L’univers étonnant d’Alain Cavalier, cinéaste de l’intime, terriblement attachant et diablement intelligent, est présenté au travers d’une programmation exceptionnelle, qui regroupe des films célèbres et confidentiels. Affranchie de toute chronologie, elle met en exergue dans cette discontinuité la grâce d’un cinéma, renouvelant sans cesse ses formes depuis 1962. Une occasion rare de prendre la mesure d’une œuvre qui se déploie sur cinquante années selon des accents, des voies, des inspirations, des évidences et des urgences d’une modernité à toute épreuve.

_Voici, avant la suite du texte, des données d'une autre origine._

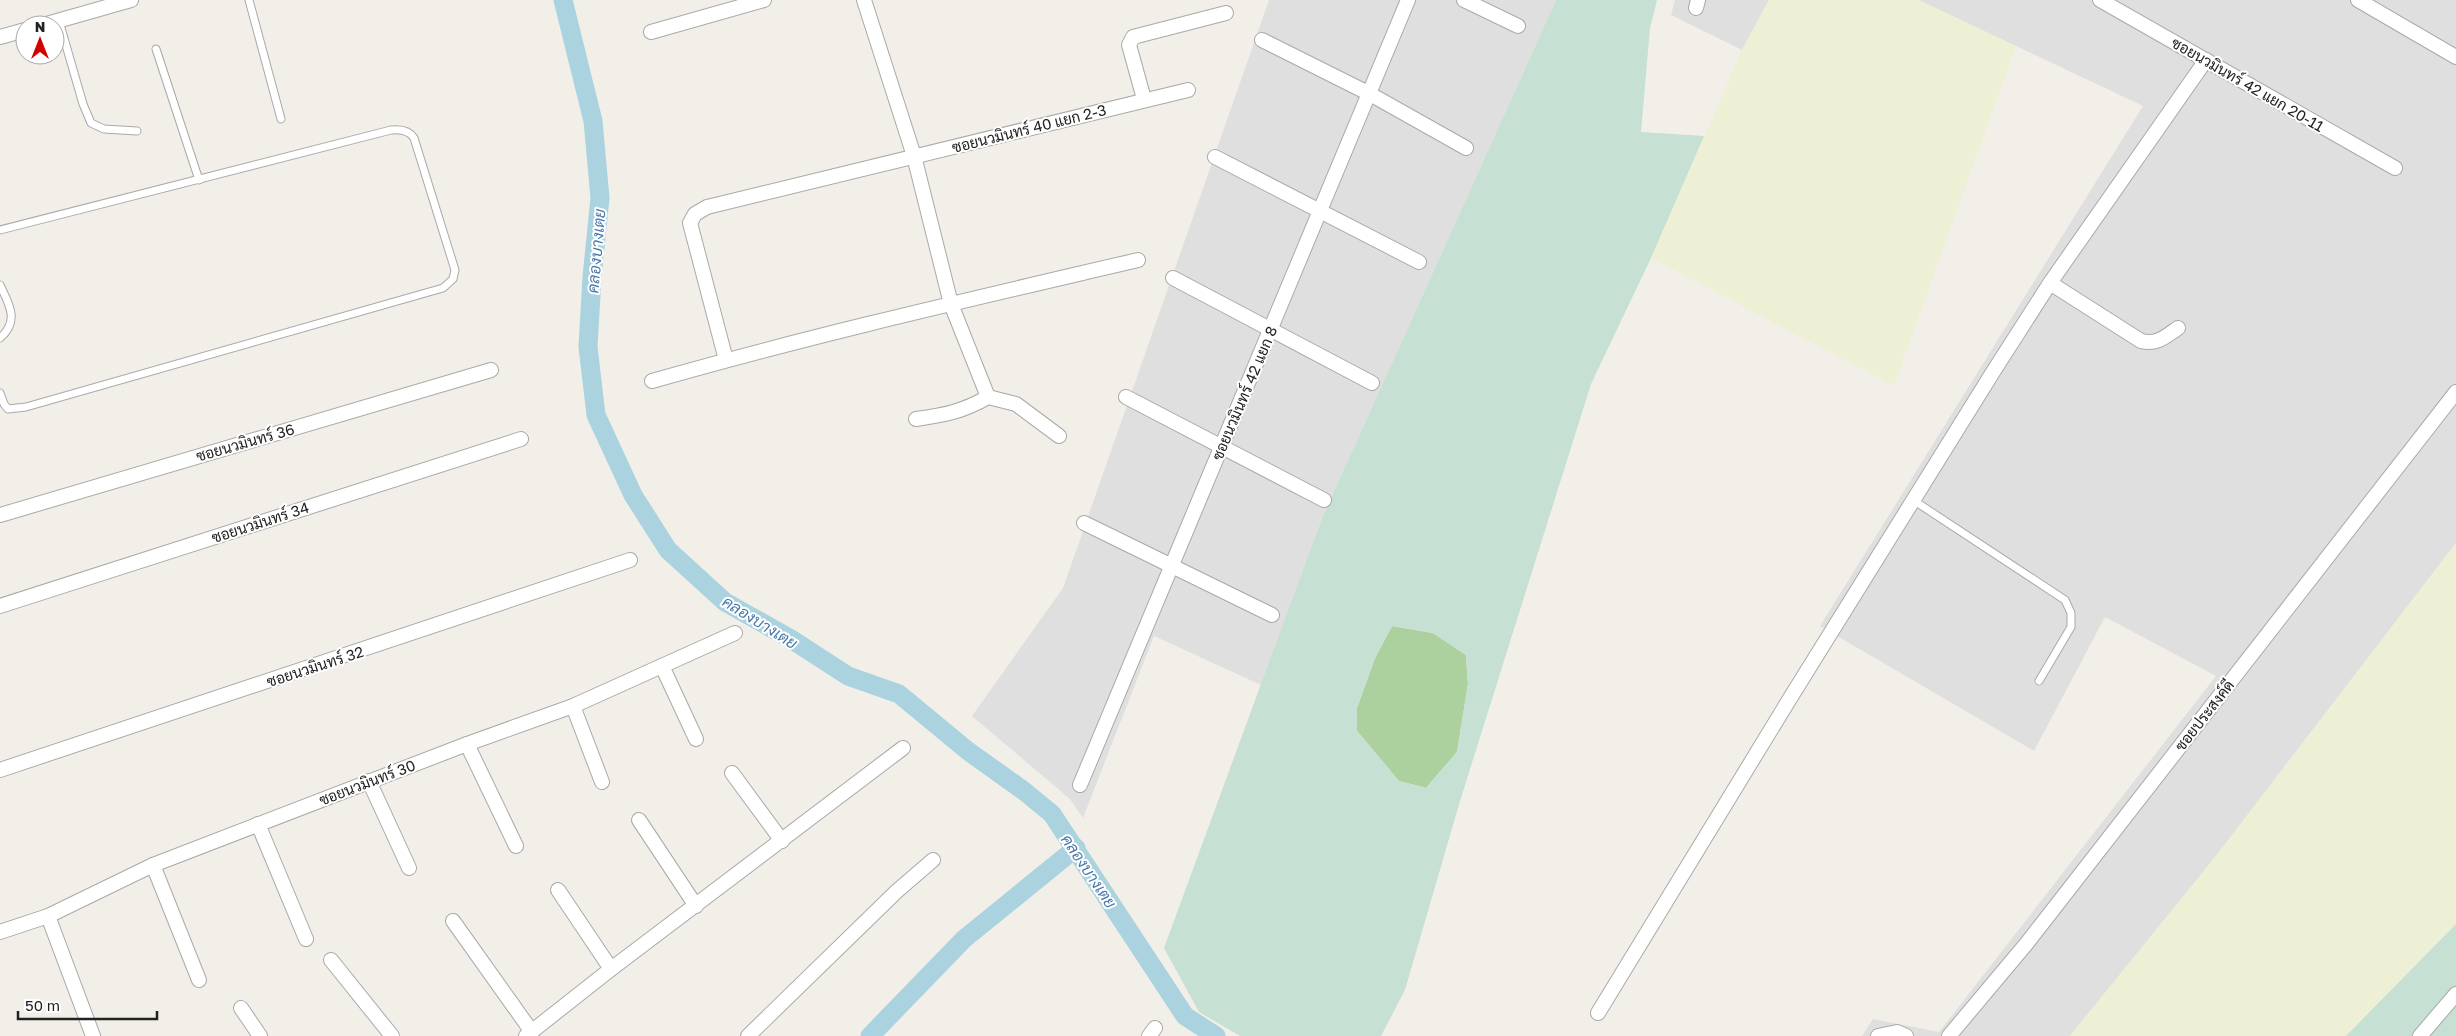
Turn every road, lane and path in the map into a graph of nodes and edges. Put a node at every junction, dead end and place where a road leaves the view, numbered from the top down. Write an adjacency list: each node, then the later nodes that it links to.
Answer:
1 (131, 0): 10 (street)
2 (249, 0): 23 (lane)
3 (764, 0): 12 (street)
4 (864, 0): 26 (street)
5 (1408, 0): 21 (street, ซอยนวมินทร์ 42 แยก 8)
6 (1464, 0): 11 (street)
7 (2100, 0): 19 (street, ซอยนวมินทร์ 42 แยก 20-11)
8 (2358, 0): 18 (street)
9 (1226, 13): 22 (street)
10 (65, 19)
11 (1518, 26)
12 (651, 32)
13 (15, 33): 14 (street)
14 (0, 37)
15 (1262, 40): 21 (street)
16 (65, 42): 24 (lane)
17 (156, 48): 29 (lane)
18 (2456, 57)
19 (2206, 60): 28 (street, ซอยนวมินทร์ 42 แยก 20-11); 35 (street)
20 (1188, 90): 22 (street, ซอยนวมินทร์ 40 แยก 2-3)
21 (1370, 94): 25 (street); 30 (street, ซอยนวมินทร์ 42 แยก 8)
22 (1144, 99): 26 (street, ซอยนวมินทร์ 40 แยก 2-3)
23 (281, 119)
24 (137, 131)
25 (1466, 148)
26 (914, 156): 37 (street); 41 (street, ซอยนวมินทร์ 40 แยก 2-3)
27 (1215, 158): 30 (street)
28 (2395, 168)
29 (199, 180): 31 (lane); 46 (lane)
30 (1320, 210): 33 (street); 39 (street, ซอยนวมินทร์ 42 แยก 8)
31 (0, 230)
32 (1138, 260): 37 (street)
33 (1419, 262)
34 (1173, 278): 39 (street)
35 (2050, 283): 38 (street); 54 (street)
36 (0, 284): 40 (lane)
37 (951, 304): 41 (street); 47 (street)
38 (2178, 328)
39 (1271, 330): 44 (street); 52 (street, ซอยนวมินทร์ 42 แยก 8)
40 (0, 338)
41 (726, 360): 43 (street)
42 (491, 370): 55 (street, ซอยนวมินทร์ 36)
43 (652, 381)
44 (1372, 383)
45 (2456, 392): 99 (street, ซอยประสงค์ดี)
46 (0, 393)
47 (988, 397): 49 (street); 50 (street)
48 (1126, 397): 52 (street)
49 (916, 419)
50 (1059, 436)
51 (521, 439): 59 (street, ซอยนวมินทร์ 34)
52 (1221, 445): 53 (street); 58 (street, ซอยนวมินทร์ 42 แยก 8)
53 (1324, 500)
54 (1913, 500): 63 (lane); 91 (street)
55 (0, 515)
56 (1084, 524): 58 (street)
57 (630, 560): 68 (street, ซอยนวมินทร์ 32)
58 (1171, 564): 60 (street); 72 (street, ซอยนวมินทร์ 42 แยก 8)
59 (0, 606)
60 (1272, 615)
61 (736, 633): 62 (street, ซอยนวมินทร์ 30)
62 (662, 666): 64 (street, ซอยนวมินทร์ 30); 65 (street)
63 (2039, 681)
64 (573, 706): 66 (street, ซอยนวมินทร์ 30); 71 (street)
65 (696, 739)
66 (466, 744): 70 (street, ซอยนวมินทร์ 30); 76 (street)
67 (903, 748): 75 (street)
68 (0, 770)
69 (732, 773): 75 (street)
70 (369, 782): 74 (street, ซอยนวมินทร์ 30); 79 (street)
71 (602, 782)
72 (1080, 785)
73 (638, 820): 81 (street)
74 (258, 824): 78 (street, ซอยนวมินทร์ 30); 85 (street)
75 (782, 841): 81 (street)
76 (516, 846)
77 (934, 860): 96 (street)
78 (153, 865): 82 (street, ซอยนวมินทร์ 30); 88 (street)
79 (408, 868)
80 (558, 890): 87 (street)
81 (696, 906): 87 (street)
82 (48, 916): 84 (street, ซอยนวมินทร์ 30); 93 (street)
83 (453, 921): 92 (street)
84 (0, 932)
85 (306, 939)
86 (331, 960): 95 (street)
87 (611, 969): 92 (street)
88 (199, 980)
89 (2456, 994): 100 (street)
90 (241, 1008): 94 (street)
91 (1598, 1014)
92 (529, 1034)
93 (93, 1036)
94 (260, 1036)
95 (392, 1036)
96 (748, 1036)
97 (1878, 1036): 98 (street)
98 (1906, 1036)
99 (1949, 1036)
100 (2420, 1036)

Quelle formidable rencontre que celle d’Alain Cavalier! En 2011, le jeune homme de tout juste dix-sept ans que j’étais, venait de découvrir Pater et avec ce film un autre aspect du cinéma. Je me souviens être sorti de la salle comme abasourdi, impressionné et fasciné.
(...) L’œuvre de ce filmeur de l’intime et de la mémoire est marquée par des bifurcations, qui ont influencé sa manière de faire du cinéma et de percevoir son métier. Il est passé de films très scénarisés avec des stars comme Romy Schneider, Alain Delon ou encore Catherine Deneuve, à des films à l’esthétique picturale épurée avec des acteurs peu connus ou non professionnels, jusqu’à des formes filmiques plus immédiates, des journaux intimes réalisés seul, sans scénario et sans budget. Chez Cavalier, l’émancipation s’exprime ici à divers niveaux et avec elle un cinéma de la liberté, libéré des contraintes financières, des codes classiques de la narration et du poids de la technique. Car c’est bel et bien l’avènement des petites caméras légères DV qui révolutionnera le cinéma de Cavalier, lui permettant de filmer dans la spontanéité du geste, de son élan intérieur, ce qu’il veut, où il veut et quand il veut.
Cette rétrospective a pour désir non seulement de présenter l’œuvre d’Alain Cavalier dans son évolution mais aussi dans sa force d’authenticité, dans son rap- port poétique et politique au réel et aux images. Ou comment, dans la simplicité même, capter le dénuement, la vérité d’un corps, d’un geste et d’un visage. Le cinéaste lui-même se dévoile progressivement, s’insérant dans le champ par la voix et par son corps, proposant ainsi toute une réflexivité autour de l’acte de filmer.
Pour ce cycle et cette revue, nous avons eu le bonheur qu’Alain Cavalier, rencontré à Paris dans son bureau, nous prête une main bienveillante en mettant à disposition des photographies de ses archives personnelles, et que, de sa voix à distance au bout du fil, il veille au grain pour que nous trouvions ses films et puissions les projeter. Une présence chaleureuse qui nous a accompagnés durant toute l’élaboration de ce cycle. Qu’il en soit ici infiniment remercié ainsi que pour sa venue au Ciné-club lors de la présentation, en première suisse, de son dernier opus Le paradis.
Extrait de l'éditorial de la revue, signé Lou Perret

Horaire

du lundi 13 avril 2015 au lundi 15 juin 2015
Auditorium Arditi Av. du Mail 1 Genève
Place du Cirque

À télécharger

Revue "Alain Cavalier"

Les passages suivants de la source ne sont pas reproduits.